Return each line of the listing in which the word "Brentwood" appears.

Data section →
::::
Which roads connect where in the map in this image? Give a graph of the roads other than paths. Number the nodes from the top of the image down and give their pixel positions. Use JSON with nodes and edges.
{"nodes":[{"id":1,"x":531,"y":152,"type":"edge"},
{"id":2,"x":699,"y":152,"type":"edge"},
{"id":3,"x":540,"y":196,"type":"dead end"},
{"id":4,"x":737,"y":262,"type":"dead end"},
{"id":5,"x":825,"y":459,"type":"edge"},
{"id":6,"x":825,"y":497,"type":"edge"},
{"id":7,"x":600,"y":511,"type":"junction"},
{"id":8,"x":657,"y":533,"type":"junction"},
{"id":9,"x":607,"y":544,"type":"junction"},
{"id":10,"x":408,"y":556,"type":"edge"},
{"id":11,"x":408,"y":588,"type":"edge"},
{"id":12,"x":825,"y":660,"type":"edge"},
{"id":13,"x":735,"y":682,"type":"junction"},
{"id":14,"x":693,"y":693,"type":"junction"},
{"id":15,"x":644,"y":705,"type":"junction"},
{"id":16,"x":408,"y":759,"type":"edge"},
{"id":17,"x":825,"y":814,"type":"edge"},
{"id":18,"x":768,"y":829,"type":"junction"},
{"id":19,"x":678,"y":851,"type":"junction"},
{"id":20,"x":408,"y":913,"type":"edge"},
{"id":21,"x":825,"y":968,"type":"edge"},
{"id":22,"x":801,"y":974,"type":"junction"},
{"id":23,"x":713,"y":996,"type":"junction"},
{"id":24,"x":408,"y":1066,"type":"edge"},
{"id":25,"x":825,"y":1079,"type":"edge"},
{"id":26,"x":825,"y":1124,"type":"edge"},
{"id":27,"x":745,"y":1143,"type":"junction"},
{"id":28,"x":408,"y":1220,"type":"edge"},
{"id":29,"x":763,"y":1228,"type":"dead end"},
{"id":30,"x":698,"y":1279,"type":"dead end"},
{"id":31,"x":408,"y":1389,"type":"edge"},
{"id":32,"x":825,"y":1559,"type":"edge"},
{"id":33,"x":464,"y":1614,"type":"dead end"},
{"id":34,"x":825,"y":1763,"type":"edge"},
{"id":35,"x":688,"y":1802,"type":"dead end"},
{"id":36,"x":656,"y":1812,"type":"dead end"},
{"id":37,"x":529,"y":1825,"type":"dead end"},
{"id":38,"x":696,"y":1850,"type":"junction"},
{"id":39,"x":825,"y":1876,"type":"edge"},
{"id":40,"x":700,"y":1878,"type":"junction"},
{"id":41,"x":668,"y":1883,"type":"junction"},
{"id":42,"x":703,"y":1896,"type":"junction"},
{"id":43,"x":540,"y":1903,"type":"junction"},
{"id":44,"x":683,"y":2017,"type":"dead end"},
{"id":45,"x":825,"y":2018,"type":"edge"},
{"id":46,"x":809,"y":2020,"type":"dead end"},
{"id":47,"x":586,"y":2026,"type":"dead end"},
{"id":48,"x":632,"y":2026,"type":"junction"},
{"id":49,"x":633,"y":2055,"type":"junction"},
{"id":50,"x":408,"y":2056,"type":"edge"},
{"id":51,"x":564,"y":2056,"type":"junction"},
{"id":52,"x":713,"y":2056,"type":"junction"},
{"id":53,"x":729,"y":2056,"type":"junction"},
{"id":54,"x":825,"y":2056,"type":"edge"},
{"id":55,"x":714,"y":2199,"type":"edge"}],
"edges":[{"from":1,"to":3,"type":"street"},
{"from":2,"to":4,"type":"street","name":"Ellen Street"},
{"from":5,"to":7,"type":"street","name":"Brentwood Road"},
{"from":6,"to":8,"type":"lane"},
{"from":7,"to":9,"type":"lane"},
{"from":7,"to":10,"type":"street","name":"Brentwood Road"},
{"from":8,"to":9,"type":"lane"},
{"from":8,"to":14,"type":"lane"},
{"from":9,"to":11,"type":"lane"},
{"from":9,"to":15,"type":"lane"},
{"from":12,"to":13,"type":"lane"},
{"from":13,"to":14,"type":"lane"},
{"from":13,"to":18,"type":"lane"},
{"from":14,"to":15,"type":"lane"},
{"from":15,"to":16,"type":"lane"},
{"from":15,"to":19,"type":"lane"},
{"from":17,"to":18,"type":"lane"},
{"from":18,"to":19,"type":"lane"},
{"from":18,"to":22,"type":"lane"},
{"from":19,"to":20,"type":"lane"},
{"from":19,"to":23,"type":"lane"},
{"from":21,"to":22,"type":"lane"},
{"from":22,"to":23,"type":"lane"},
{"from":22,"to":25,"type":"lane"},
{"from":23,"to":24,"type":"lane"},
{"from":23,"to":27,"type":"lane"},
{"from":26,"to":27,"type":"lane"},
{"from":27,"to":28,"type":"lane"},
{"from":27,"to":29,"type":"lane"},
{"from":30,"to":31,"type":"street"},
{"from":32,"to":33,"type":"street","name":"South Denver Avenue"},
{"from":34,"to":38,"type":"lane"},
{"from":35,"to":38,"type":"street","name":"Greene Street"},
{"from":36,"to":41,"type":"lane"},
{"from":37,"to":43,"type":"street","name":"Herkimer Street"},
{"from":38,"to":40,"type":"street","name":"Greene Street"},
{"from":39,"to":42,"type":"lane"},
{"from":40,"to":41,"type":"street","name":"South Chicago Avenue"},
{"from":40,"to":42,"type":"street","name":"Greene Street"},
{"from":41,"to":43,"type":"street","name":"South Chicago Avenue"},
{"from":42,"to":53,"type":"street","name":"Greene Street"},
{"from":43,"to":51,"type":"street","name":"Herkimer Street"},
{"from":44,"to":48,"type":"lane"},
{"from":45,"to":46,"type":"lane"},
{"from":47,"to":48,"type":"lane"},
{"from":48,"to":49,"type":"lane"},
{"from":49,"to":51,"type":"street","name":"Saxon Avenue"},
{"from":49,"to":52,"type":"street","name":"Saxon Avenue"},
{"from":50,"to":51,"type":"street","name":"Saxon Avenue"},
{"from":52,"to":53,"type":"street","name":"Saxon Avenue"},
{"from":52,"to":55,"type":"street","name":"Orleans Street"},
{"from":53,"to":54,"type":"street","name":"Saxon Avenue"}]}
::::
Your solution →
{"from":5,"to":7,"type":"street","name":"Brentwood Road"},
{"from":7,"to":10,"type":"street","name":"Brentwood Road"},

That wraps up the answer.